SIA is a vector representing the magnitude and direction of the dioptric force that occurred in achieving the operative result from the preoperative astigmatic state. The mean SIA for PRK eyes was 0.59 ± 0.35 (0.00–1.70), which was not significantly different compared with LASIK eyes, where the mean SIA was 0.55 ± 0.32 (0.0–1.80, t-test, P = 0.482). Sixty percent of eyes treated with PRK experienced SIA ≥ 0.50 D, which was not significantly different when compared with the 73% of LASIK eyes that had a SIA ≥ 0.50 D (Z-test, P = 0.738). No significant difference was found in the percentage of eyes with SIA ≥ 0.75 D, where 37% of eyes treated with PRK had an SIA ≥ 0.75 D, compared with 31% in eyes treated with LASIK (Z-test, P = 0.183).

In both PRK and LASIK (), the magnitude of SIA increased with the amount of preoperative astigmatism. In PRK, the slope of the regression line was 0.44, demonstrating that the mean SIA increased by 0.44 D for each 1.00 D increase of preoperative cylinder. In LASIK, the slope of the regression line was 0.29, demonstrating that the mean SIA increased by 0.29 D for every 1.00 D increase in preoperative cylinder.

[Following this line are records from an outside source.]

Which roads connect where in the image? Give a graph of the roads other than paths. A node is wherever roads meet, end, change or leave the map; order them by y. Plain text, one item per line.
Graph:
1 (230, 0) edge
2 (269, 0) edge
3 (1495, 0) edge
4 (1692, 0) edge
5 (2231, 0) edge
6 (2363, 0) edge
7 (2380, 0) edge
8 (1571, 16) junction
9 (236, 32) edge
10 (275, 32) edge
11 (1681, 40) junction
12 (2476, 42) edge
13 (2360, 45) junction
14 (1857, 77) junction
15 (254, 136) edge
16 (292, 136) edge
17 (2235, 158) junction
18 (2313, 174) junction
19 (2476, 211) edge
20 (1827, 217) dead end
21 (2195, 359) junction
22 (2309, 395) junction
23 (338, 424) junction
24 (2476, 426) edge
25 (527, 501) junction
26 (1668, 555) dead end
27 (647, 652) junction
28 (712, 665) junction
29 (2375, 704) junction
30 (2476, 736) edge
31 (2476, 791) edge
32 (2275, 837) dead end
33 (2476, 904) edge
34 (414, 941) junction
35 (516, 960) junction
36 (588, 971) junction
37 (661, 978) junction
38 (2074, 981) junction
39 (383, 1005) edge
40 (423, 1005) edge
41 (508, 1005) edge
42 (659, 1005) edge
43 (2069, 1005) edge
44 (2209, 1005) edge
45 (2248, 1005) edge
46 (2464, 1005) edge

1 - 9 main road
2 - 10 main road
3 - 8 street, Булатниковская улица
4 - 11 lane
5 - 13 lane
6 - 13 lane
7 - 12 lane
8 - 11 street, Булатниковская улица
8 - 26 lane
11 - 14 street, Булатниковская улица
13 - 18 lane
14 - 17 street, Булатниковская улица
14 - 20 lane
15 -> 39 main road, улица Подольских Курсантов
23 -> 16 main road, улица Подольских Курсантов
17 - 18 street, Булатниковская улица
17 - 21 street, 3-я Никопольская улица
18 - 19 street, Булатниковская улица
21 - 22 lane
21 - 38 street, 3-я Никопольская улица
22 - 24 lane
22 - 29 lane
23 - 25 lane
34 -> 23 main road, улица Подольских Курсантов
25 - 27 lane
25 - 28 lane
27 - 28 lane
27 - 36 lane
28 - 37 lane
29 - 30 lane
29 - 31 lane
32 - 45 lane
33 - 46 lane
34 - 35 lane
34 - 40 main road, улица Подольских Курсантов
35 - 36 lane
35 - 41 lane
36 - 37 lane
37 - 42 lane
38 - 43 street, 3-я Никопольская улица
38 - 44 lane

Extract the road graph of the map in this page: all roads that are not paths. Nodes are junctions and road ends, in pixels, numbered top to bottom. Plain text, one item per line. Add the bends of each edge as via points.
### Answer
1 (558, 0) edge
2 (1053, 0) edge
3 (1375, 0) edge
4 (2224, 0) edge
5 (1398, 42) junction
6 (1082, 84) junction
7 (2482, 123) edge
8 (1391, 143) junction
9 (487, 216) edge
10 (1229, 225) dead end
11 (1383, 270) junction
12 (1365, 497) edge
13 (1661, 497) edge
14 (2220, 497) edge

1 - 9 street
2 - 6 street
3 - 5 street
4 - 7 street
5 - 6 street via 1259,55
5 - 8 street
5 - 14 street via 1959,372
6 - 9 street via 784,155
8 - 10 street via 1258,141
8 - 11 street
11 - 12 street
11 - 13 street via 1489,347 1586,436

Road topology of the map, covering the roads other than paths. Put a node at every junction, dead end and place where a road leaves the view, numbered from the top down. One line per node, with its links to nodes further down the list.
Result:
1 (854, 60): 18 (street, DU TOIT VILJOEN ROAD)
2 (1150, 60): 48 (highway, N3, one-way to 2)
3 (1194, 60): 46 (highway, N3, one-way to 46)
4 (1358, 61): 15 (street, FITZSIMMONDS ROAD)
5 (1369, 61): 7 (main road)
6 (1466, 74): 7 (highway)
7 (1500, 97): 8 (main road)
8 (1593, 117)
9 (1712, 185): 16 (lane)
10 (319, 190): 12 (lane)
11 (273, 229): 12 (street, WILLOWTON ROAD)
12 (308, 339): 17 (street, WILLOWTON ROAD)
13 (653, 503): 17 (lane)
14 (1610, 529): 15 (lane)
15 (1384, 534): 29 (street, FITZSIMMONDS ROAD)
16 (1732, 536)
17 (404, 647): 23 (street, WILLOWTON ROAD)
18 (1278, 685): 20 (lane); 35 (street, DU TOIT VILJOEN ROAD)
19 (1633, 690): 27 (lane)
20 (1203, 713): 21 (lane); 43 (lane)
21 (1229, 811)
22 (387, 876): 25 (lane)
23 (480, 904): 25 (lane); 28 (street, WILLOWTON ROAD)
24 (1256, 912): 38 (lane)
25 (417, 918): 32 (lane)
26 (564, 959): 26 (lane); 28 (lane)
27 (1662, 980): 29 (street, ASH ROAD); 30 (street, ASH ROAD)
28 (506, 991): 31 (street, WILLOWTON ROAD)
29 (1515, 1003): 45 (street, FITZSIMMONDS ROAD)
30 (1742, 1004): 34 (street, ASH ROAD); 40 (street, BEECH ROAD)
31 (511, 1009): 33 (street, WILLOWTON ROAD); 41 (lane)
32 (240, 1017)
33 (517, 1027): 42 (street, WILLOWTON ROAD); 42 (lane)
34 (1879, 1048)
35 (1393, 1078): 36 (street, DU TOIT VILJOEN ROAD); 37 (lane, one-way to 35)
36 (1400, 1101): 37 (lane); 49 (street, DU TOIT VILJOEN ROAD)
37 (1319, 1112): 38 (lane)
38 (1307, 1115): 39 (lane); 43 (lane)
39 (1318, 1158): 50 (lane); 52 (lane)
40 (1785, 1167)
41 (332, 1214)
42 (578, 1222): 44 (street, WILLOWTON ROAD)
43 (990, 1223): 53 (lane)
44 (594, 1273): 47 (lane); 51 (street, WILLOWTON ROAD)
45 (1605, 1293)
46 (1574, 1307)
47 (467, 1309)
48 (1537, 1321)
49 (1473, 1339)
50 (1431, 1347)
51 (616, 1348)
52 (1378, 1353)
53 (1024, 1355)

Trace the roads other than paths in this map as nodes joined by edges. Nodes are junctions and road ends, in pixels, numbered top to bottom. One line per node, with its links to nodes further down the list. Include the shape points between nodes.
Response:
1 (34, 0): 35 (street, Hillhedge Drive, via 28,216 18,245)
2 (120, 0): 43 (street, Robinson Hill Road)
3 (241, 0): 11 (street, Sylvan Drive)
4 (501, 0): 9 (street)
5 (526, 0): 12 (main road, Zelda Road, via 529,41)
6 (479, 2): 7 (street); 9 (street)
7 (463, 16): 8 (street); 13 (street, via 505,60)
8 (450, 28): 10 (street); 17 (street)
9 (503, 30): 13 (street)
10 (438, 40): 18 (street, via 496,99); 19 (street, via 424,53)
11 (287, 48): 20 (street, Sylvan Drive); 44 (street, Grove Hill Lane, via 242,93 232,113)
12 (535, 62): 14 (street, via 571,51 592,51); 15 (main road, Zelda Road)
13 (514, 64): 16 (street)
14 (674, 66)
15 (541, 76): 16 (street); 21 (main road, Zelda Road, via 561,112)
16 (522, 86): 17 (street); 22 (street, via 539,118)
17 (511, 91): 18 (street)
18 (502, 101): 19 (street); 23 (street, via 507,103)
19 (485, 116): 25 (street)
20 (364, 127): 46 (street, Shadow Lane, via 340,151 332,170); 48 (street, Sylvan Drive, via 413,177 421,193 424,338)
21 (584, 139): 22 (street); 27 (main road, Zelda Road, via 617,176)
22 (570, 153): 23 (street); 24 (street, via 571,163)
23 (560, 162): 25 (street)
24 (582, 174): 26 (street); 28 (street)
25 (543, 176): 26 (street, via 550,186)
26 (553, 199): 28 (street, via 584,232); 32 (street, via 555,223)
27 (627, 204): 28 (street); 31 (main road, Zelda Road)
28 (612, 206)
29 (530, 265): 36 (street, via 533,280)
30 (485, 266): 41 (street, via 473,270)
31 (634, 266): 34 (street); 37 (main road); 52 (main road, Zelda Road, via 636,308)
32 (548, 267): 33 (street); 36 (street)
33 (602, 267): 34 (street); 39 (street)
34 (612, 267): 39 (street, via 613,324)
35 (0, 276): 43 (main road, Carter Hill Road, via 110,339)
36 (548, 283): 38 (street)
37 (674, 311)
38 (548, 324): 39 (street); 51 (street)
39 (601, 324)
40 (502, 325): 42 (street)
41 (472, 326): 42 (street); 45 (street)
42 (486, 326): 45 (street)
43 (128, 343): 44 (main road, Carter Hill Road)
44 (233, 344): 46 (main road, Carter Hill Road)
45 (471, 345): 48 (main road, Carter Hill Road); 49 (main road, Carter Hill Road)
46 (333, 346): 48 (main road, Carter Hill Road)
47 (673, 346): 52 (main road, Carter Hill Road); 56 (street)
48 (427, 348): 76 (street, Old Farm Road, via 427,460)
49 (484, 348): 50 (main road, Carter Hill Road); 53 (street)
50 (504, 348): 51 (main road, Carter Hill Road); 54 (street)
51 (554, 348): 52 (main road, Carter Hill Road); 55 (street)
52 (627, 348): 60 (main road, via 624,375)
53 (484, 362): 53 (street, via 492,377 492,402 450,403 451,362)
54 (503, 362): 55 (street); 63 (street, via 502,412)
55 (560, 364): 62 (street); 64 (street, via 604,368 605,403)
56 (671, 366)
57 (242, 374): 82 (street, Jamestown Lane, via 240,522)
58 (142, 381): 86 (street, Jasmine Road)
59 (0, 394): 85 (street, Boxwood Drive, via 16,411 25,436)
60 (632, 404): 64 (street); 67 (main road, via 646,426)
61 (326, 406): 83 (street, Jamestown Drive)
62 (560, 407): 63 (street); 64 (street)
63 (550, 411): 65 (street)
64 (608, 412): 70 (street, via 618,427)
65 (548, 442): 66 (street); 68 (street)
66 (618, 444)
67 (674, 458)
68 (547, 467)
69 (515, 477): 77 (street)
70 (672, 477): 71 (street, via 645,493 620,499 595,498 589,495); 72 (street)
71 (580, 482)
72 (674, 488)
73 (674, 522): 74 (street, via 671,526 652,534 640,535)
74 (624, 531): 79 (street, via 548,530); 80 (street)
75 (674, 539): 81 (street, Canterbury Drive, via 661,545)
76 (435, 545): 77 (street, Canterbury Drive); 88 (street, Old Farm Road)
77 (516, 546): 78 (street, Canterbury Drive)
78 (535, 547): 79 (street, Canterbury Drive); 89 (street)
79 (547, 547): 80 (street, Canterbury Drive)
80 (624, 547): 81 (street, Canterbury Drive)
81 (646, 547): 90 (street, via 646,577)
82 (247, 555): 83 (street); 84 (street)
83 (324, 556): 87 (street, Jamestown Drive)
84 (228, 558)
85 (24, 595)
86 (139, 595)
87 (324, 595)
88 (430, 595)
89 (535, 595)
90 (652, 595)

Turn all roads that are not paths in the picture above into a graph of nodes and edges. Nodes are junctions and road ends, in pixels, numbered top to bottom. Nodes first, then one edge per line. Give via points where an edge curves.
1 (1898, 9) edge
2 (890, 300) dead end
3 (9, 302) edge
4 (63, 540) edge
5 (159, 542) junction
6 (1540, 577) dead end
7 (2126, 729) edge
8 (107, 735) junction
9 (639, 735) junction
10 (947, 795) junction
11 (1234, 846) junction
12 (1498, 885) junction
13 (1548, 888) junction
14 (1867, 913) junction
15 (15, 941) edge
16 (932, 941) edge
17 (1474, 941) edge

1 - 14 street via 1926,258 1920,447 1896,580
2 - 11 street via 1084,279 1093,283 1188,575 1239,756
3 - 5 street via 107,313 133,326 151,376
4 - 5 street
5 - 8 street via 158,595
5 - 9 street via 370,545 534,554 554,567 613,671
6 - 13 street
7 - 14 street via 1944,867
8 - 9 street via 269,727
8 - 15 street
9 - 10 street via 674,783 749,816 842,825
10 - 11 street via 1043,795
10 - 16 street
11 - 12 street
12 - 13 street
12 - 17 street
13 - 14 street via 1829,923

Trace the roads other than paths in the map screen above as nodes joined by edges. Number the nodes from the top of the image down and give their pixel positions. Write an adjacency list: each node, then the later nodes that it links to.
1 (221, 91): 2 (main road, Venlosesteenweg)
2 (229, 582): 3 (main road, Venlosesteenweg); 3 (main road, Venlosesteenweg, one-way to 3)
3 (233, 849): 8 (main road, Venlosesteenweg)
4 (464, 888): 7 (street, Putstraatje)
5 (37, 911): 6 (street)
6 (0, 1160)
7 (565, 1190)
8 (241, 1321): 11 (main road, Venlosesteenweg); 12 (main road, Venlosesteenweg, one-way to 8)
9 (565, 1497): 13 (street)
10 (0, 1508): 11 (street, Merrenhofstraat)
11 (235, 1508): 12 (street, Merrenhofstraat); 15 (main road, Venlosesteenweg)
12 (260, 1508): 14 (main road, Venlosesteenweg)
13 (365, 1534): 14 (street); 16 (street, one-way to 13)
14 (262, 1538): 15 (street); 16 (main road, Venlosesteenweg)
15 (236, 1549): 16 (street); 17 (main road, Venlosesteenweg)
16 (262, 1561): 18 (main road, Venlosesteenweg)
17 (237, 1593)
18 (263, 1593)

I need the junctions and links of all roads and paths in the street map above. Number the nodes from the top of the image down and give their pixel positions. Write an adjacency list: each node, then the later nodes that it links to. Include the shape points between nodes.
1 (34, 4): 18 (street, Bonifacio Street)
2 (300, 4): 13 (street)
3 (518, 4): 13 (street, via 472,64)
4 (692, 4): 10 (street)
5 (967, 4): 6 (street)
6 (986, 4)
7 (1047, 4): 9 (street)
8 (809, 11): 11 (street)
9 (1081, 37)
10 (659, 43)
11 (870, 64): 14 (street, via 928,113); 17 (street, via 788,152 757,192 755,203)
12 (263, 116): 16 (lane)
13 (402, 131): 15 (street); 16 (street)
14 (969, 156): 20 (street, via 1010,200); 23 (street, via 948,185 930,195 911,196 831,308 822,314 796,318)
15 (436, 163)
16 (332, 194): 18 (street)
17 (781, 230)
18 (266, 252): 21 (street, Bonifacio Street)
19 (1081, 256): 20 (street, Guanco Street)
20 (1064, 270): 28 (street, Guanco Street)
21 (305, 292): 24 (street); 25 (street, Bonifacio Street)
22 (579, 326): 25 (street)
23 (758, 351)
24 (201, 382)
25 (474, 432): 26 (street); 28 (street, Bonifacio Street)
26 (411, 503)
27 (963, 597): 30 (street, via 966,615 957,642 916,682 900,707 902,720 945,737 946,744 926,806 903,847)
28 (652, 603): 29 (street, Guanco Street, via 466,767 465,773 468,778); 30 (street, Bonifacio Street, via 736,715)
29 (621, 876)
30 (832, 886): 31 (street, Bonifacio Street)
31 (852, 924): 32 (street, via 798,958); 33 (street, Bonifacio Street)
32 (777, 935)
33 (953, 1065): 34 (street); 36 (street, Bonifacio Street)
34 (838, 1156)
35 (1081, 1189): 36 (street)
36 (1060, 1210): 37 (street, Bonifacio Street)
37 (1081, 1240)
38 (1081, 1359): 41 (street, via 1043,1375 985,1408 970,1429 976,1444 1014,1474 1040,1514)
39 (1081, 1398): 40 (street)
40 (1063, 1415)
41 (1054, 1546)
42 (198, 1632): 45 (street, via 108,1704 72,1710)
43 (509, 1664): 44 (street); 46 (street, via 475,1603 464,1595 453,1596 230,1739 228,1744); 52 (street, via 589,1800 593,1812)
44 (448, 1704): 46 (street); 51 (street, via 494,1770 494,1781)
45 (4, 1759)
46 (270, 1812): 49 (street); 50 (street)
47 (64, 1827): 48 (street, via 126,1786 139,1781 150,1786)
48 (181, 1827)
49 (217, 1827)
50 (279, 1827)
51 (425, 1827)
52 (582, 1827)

For both PRK and LASIK, SIA did not appear to correlate with the level of preoperative spherical equivalent (); the mean SIA for PRK and LASIK increased by only 0.01 D and 0.06 D, respectively, for each diopter of myopia.

Figure 1 Preoperative astigmatism vs surgically induced astigmatism among eyes treated with PRK vs LASIK.

Abbreviations: D, diopter; LASIK, laser-assisted in situ keratomileusis; PRK, photorefractive keratectomy.
Figure 1 Preoperative astigmatism vs surgically induced astigmatism among eyes treated with PRK vs LASIK.

Figure 2 Preoperative spherical equivalent vs surgically induced astigmatism among eyes treated with PRK vs LASIK.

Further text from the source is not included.